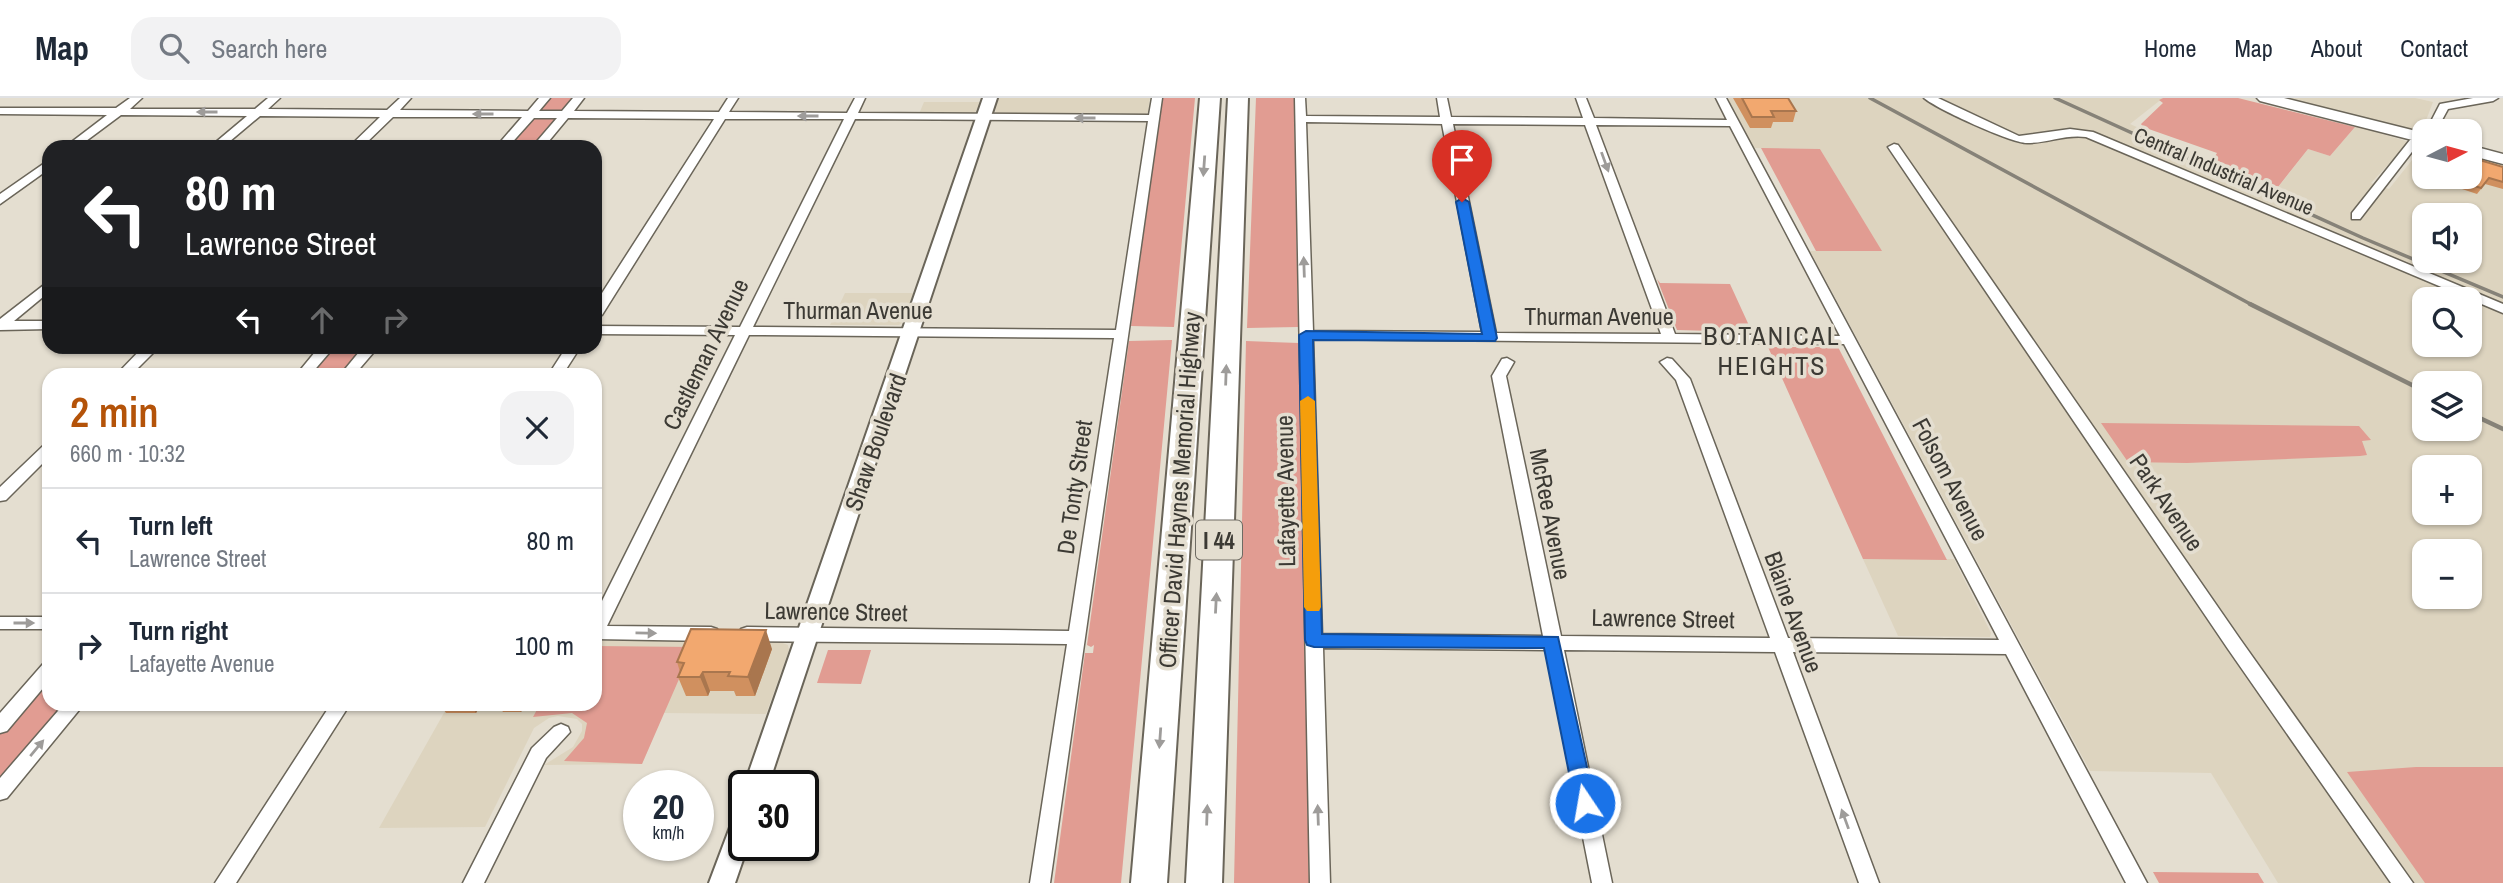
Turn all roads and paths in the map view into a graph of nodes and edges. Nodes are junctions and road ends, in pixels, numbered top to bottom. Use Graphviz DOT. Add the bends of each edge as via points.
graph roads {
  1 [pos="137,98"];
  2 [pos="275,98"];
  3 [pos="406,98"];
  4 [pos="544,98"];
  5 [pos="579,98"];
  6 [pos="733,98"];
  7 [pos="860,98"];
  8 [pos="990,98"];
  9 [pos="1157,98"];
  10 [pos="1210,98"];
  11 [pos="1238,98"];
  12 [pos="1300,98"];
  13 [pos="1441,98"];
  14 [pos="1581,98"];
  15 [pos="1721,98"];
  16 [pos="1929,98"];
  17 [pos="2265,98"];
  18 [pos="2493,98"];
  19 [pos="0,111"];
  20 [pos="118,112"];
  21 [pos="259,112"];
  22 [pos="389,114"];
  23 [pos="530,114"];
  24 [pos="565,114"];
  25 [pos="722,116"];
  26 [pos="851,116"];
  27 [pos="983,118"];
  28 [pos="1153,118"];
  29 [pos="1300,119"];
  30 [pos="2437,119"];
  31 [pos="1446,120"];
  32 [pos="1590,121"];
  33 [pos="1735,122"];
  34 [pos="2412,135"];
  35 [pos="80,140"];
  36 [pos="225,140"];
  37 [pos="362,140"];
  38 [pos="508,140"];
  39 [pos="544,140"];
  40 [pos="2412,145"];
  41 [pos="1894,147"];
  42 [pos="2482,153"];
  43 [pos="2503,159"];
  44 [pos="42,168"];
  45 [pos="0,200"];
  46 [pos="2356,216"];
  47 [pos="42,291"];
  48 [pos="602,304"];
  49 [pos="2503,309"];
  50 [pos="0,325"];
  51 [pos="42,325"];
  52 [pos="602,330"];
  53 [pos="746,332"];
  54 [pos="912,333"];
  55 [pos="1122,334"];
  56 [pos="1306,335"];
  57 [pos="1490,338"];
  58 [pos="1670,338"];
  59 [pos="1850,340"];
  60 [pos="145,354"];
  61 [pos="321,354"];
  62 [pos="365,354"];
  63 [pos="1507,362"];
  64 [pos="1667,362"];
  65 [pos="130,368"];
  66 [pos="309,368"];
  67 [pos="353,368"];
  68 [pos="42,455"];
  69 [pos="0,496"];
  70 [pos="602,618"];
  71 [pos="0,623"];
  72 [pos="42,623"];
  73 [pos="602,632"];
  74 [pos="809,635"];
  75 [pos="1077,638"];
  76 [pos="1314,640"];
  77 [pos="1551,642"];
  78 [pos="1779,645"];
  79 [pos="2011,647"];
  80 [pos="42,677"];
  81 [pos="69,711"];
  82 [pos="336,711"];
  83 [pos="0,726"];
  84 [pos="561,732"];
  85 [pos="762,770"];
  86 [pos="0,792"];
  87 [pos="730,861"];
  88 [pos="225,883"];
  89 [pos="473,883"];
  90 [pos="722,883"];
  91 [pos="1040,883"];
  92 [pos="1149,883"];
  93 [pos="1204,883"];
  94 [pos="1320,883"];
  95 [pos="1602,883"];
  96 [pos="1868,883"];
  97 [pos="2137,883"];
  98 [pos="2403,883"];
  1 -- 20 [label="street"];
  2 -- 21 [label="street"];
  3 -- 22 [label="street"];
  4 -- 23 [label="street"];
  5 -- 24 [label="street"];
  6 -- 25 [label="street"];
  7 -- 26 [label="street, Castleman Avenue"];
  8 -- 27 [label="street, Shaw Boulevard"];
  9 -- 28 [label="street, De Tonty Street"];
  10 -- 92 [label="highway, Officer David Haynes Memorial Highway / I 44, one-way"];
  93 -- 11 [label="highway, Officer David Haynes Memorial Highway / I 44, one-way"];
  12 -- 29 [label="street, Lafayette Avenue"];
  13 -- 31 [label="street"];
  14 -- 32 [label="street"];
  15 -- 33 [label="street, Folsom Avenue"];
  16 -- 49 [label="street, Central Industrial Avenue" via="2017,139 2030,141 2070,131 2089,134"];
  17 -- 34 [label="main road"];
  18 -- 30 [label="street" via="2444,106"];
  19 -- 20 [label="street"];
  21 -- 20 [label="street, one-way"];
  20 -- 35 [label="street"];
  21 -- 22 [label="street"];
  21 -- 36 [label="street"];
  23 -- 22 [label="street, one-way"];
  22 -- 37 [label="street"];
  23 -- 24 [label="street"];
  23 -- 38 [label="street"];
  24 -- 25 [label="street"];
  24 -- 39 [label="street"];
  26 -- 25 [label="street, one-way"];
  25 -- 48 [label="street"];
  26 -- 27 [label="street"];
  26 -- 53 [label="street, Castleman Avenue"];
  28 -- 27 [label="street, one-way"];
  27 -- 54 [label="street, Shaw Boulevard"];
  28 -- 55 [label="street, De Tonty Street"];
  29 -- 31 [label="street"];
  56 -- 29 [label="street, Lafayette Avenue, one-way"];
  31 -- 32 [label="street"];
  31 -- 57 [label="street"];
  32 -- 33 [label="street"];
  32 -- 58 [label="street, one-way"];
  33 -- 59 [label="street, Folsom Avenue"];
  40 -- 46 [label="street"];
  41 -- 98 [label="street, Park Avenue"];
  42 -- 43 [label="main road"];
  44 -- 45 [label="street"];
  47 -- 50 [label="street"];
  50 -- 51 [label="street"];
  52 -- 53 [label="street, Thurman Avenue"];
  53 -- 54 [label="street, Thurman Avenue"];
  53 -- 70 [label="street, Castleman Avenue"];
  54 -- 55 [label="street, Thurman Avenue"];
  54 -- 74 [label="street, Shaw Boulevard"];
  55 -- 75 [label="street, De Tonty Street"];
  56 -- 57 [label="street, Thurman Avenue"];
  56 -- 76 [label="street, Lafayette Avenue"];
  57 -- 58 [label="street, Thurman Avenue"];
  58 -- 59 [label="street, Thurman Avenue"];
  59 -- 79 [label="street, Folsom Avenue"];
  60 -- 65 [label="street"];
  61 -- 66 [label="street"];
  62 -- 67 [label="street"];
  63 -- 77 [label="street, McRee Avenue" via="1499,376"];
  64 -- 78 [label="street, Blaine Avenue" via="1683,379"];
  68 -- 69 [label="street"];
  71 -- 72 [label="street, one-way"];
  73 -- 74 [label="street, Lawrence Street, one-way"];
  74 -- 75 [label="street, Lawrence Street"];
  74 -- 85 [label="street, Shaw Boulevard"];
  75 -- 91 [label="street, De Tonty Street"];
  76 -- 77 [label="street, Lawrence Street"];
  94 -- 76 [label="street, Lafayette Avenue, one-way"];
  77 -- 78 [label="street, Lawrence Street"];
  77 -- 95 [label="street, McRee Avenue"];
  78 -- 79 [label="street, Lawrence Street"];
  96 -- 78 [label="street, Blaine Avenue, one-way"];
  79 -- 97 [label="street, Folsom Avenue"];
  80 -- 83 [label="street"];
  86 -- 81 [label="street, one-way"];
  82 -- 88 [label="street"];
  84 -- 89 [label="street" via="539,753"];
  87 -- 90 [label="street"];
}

──────────────────────────────

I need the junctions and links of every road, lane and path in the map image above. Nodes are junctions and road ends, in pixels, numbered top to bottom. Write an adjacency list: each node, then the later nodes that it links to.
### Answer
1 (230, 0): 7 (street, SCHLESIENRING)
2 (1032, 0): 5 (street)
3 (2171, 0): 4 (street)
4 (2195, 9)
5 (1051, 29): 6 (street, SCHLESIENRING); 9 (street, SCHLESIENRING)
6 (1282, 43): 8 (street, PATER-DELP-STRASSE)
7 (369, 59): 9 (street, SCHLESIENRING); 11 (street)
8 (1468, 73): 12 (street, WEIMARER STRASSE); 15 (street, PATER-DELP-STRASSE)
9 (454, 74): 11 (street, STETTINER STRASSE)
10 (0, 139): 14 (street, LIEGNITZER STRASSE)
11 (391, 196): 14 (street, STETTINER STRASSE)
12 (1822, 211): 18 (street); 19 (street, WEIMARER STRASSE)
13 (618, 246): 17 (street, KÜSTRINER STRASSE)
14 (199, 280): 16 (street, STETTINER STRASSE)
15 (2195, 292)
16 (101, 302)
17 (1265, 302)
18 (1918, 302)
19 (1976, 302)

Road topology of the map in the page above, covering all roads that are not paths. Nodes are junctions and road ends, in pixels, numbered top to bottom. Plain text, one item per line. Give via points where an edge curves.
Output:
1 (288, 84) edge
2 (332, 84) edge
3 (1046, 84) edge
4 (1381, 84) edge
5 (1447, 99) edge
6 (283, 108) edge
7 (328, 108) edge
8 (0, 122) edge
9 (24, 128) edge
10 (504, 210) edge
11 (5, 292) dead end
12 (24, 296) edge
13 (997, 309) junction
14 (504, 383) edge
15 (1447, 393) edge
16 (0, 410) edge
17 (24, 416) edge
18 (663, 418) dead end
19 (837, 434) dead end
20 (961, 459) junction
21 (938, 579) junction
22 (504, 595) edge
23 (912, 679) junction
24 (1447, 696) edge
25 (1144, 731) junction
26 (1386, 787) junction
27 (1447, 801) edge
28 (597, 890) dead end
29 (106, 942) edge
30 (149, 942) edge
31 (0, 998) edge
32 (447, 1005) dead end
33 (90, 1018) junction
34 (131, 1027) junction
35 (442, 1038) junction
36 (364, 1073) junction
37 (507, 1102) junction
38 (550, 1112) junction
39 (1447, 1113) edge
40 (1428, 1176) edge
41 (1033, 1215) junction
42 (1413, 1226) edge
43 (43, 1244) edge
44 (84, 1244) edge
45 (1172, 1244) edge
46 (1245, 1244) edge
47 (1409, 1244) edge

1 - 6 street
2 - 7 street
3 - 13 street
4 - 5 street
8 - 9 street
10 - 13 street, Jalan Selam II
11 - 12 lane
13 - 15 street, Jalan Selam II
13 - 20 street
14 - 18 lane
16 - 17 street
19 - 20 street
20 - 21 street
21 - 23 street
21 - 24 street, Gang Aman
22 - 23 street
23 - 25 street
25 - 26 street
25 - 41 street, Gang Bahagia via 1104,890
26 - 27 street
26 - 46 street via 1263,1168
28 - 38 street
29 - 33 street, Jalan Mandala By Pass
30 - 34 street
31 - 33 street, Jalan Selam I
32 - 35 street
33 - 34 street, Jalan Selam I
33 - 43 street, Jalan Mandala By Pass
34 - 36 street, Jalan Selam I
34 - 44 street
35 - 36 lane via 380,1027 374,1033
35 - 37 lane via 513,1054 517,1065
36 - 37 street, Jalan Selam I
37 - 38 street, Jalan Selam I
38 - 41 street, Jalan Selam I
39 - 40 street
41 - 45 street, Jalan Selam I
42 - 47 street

──────────────────────────────

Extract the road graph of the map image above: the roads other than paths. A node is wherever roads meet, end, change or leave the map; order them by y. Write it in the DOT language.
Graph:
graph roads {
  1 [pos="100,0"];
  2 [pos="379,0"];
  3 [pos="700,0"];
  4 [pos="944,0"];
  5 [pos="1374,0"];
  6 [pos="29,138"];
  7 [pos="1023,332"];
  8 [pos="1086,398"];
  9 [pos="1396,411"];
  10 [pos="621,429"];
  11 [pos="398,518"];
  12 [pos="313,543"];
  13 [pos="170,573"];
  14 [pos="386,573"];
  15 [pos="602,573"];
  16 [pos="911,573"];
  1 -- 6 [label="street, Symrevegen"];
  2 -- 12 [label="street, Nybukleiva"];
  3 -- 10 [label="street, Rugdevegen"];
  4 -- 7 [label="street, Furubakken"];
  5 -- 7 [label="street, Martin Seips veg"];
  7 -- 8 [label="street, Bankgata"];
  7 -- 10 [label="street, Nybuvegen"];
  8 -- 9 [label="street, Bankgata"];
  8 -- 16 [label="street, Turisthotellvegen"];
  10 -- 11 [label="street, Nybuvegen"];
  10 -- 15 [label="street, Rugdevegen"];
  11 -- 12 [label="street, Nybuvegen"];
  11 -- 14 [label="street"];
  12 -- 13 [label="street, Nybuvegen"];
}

──────────────────────────────

### WHAT IS NEEDED
Print again the lines of the entries above that fall between the line holding "I need the junctions" and the line holding "Road topology of", inclusive, exactly as they stand.

### TASK SOLUTION
I need the junctions and links of every road, lane and path in the map image above. Nodes are junctions and road ends, in pixels, numbered top to bottom. Write an adjacency list: each node, then the later nodes that it links to.
### Answer
1 (230, 0): 7 (street, SCHLESIENRING)
2 (1032, 0): 5 (street)
3 (2171, 0): 4 (street)
4 (2195, 9)
5 (1051, 29): 6 (street, SCHLESIENRING); 9 (street, SCHLESIENRING)
6 (1282, 43): 8 (street, PATER-DELP-STRASSE)
7 (369, 59): 9 (street, SCHLESIENRING); 11 (street)
8 (1468, 73): 12 (street, WEIMARER STRASSE); 15 (street, PATER-DELP-STRASSE)
9 (454, 74): 11 (street, STETTINER STRASSE)
10 (0, 139): 14 (street, LIEGNITZER STRASSE)
11 (391, 196): 14 (street, STETTINER STRASSE)
12 (1822, 211): 18 (street); 19 (street, WEIMARER STRASSE)
13 (618, 246): 17 (street, KÜSTRINER STRASSE)
14 (199, 280): 16 (street, STETTINER STRASSE)
15 (2195, 292)
16 (101, 302)
17 (1265, 302)
18 (1918, 302)
19 (1976, 302)

Road topology of the map in the page above, covering all roads that are not paths. Nodes are junctions and road ends, in pixels, numbered top to bottom. Plain text, one item per line. Give via points where an edge curves.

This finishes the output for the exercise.